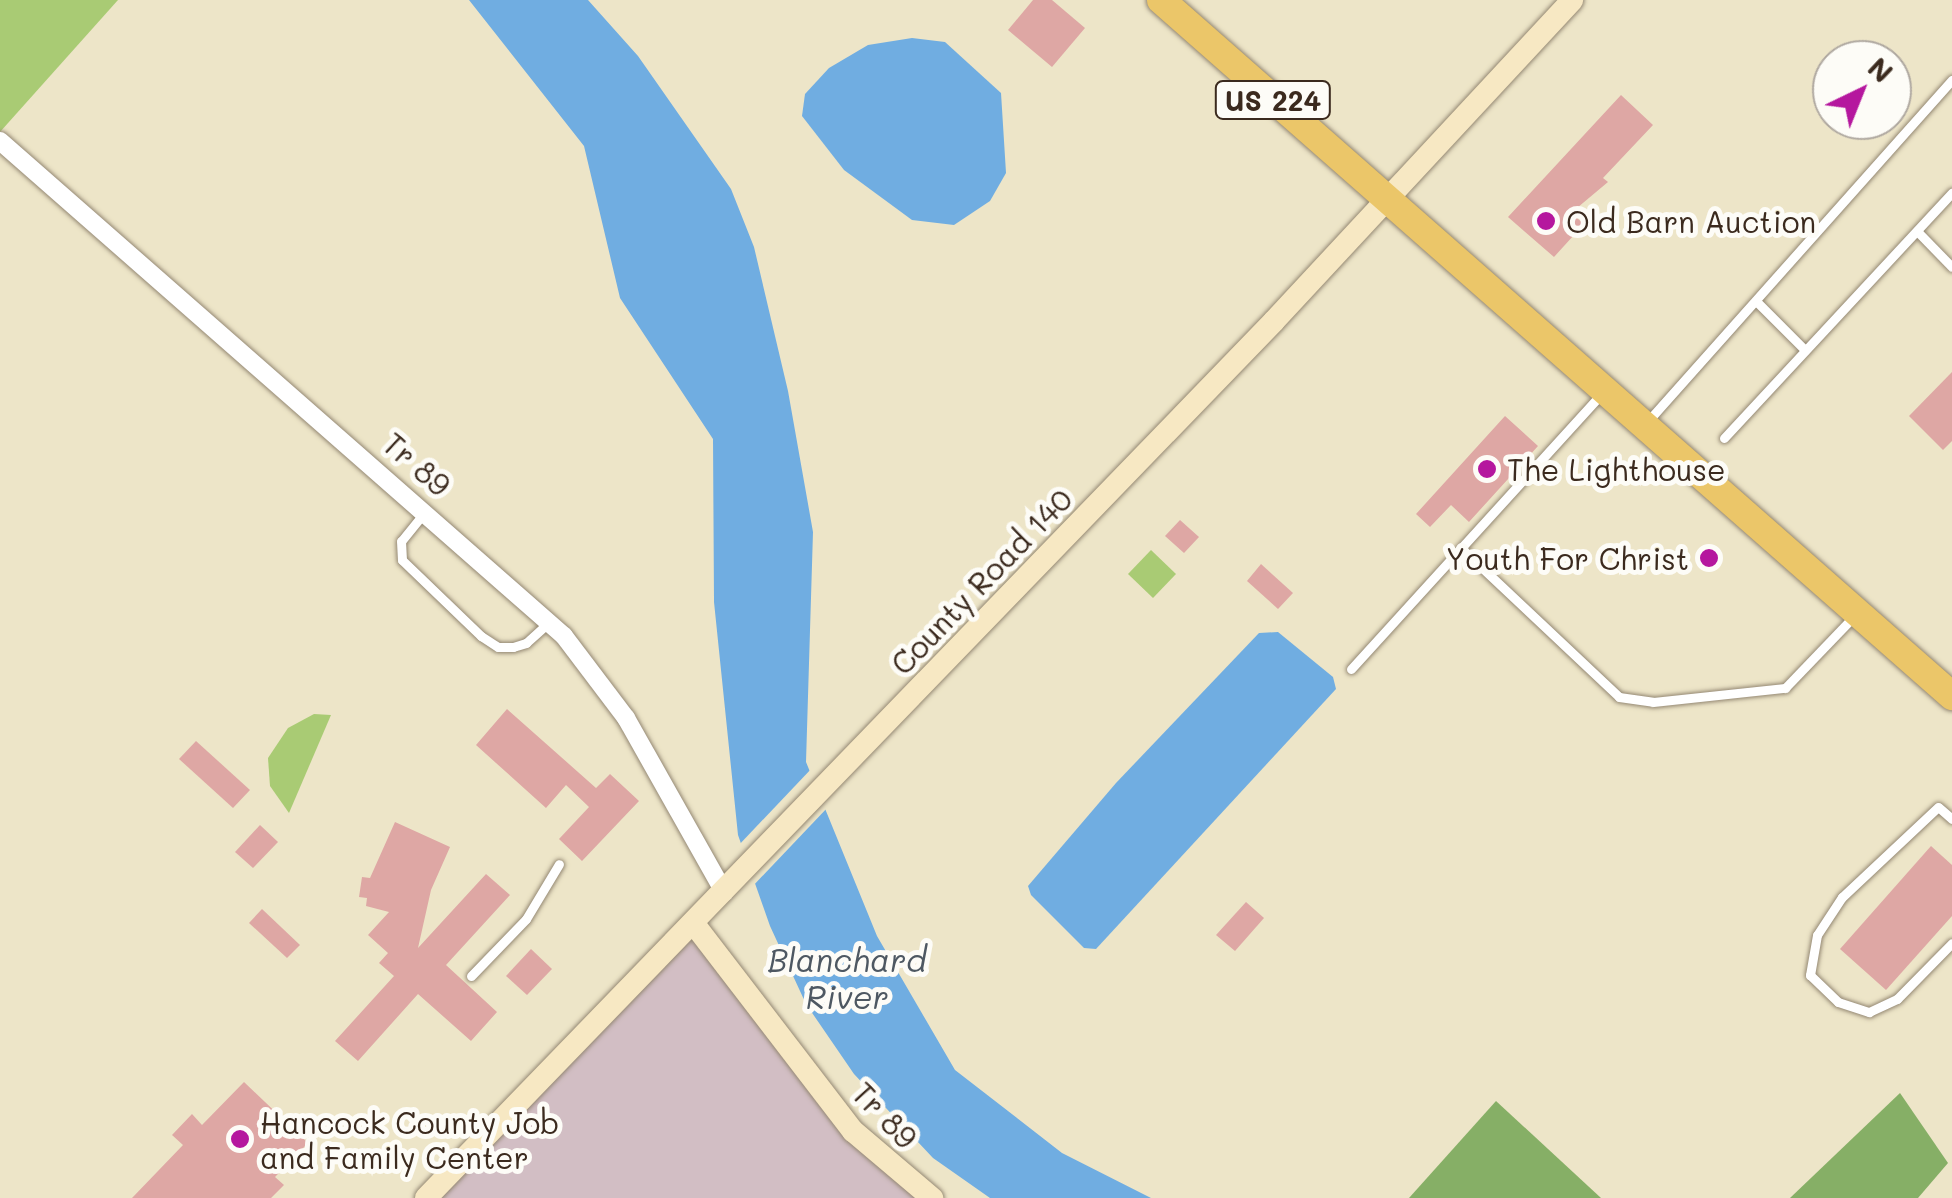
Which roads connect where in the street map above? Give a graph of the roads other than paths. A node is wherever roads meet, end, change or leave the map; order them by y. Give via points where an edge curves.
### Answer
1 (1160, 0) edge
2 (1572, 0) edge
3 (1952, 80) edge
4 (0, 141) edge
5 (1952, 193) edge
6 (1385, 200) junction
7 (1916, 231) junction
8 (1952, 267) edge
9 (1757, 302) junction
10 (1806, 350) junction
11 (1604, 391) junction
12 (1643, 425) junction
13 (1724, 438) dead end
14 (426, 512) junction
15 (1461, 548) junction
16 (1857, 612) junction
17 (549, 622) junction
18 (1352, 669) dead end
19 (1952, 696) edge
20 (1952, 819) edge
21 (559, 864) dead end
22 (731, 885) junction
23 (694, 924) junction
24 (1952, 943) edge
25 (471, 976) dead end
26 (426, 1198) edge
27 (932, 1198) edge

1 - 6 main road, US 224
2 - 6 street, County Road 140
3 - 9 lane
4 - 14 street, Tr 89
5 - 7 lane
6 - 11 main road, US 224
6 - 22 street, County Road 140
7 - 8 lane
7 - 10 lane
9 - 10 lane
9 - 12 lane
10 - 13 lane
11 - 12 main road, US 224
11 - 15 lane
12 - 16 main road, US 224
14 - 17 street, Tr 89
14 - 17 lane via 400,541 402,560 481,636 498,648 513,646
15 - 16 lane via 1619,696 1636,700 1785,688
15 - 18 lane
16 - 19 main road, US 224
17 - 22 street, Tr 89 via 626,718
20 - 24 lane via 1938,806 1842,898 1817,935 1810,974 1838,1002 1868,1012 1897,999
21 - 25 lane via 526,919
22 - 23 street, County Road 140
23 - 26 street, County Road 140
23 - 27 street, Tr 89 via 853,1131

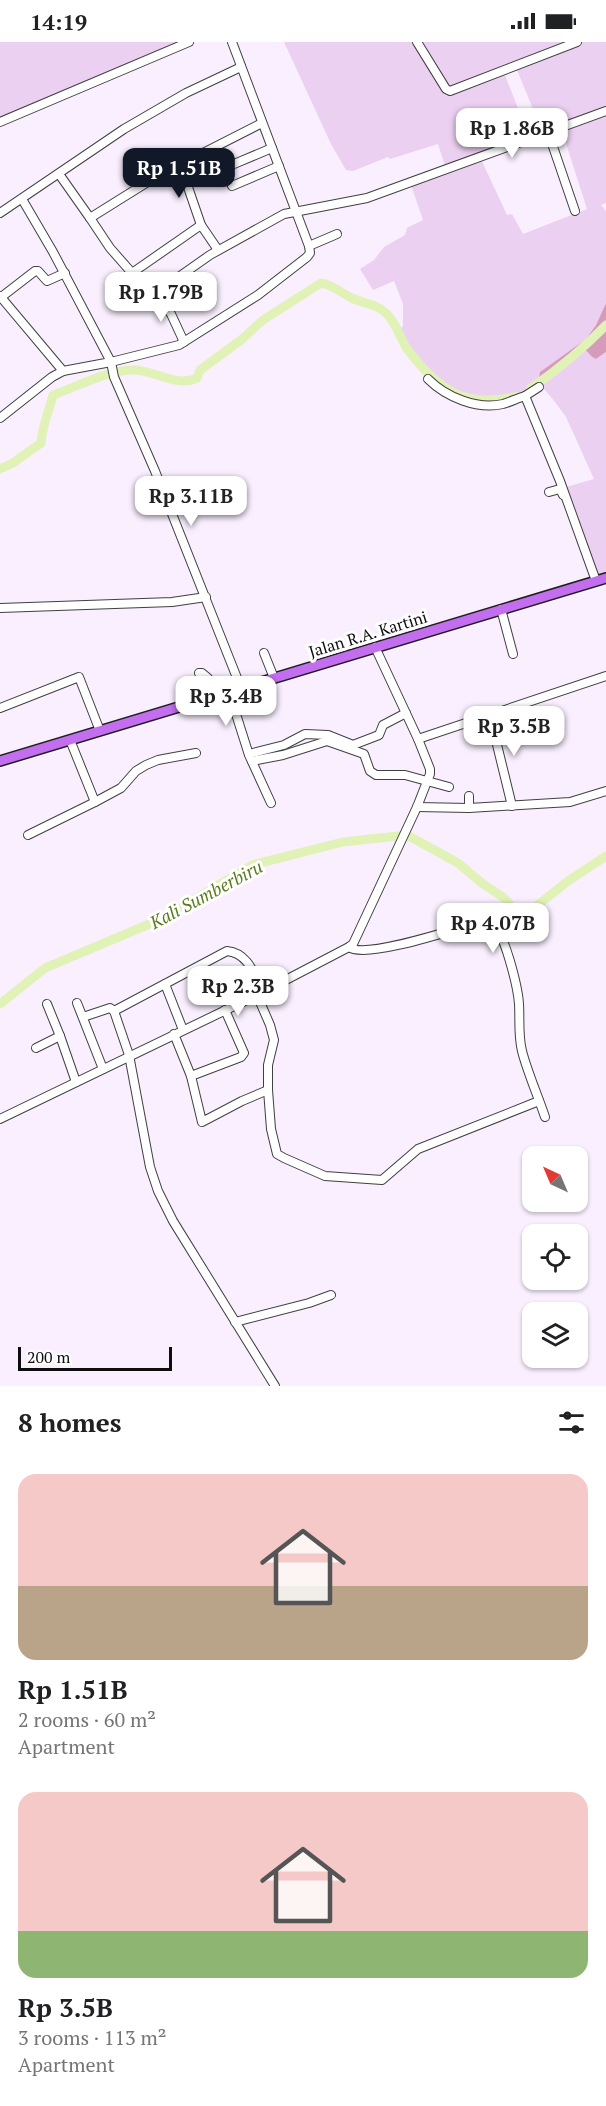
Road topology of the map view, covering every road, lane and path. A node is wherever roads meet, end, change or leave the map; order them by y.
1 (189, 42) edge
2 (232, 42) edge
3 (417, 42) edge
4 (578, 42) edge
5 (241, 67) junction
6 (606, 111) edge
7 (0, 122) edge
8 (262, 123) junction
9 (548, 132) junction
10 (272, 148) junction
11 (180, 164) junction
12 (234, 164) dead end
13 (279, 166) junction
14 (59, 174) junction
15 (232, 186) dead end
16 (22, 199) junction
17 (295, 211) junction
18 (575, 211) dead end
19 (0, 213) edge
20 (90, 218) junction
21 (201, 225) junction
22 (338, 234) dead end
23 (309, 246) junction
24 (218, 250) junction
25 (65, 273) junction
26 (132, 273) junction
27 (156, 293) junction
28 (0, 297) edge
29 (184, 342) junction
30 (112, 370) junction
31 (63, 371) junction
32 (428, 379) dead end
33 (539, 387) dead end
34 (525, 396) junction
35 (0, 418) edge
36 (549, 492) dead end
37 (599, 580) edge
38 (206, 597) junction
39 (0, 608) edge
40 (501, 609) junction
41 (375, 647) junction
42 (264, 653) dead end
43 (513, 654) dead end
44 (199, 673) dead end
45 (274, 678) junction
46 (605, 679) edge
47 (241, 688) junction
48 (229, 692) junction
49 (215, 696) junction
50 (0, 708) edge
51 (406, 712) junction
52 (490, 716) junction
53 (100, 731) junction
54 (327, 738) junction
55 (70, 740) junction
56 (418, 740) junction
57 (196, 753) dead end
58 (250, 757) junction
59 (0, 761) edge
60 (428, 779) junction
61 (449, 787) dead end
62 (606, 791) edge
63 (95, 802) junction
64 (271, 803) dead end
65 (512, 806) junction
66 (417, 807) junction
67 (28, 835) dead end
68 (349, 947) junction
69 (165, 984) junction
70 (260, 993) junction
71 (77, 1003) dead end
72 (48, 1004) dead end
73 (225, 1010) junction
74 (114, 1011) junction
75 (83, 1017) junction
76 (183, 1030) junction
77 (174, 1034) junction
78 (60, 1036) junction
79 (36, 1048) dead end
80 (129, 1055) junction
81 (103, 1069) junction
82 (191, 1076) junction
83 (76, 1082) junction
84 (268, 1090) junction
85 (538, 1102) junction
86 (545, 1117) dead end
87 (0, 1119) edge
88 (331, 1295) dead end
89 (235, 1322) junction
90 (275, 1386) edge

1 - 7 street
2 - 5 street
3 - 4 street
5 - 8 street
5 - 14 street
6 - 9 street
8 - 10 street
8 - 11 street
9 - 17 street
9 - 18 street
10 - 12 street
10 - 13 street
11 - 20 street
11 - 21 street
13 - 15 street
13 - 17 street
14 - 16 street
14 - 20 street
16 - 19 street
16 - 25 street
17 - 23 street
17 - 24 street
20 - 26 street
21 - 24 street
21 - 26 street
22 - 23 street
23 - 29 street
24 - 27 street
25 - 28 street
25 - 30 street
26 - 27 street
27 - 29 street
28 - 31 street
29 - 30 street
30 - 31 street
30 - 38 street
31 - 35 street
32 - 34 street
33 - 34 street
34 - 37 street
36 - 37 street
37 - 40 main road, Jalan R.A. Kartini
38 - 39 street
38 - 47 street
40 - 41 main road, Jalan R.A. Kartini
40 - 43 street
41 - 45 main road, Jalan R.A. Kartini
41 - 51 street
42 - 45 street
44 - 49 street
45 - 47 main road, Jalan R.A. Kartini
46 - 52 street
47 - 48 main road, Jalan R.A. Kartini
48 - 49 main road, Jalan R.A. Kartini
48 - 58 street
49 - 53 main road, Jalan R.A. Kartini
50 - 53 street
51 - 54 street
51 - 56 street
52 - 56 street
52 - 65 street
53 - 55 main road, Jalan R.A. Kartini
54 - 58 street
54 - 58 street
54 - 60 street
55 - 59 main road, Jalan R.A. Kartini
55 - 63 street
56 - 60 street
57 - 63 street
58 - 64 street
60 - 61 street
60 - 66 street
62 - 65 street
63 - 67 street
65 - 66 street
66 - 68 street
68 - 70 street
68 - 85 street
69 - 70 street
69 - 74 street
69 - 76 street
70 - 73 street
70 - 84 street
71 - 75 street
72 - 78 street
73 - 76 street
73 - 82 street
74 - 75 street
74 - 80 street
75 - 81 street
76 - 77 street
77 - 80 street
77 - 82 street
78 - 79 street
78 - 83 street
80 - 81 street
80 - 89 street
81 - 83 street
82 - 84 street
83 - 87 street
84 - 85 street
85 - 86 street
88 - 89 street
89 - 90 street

^^^^

== WHAT TO DO ==
On how many lines of the data does the word "leave" appear? Reply with the number alone.

== RESPONSE TO THE EXERCISE ==
2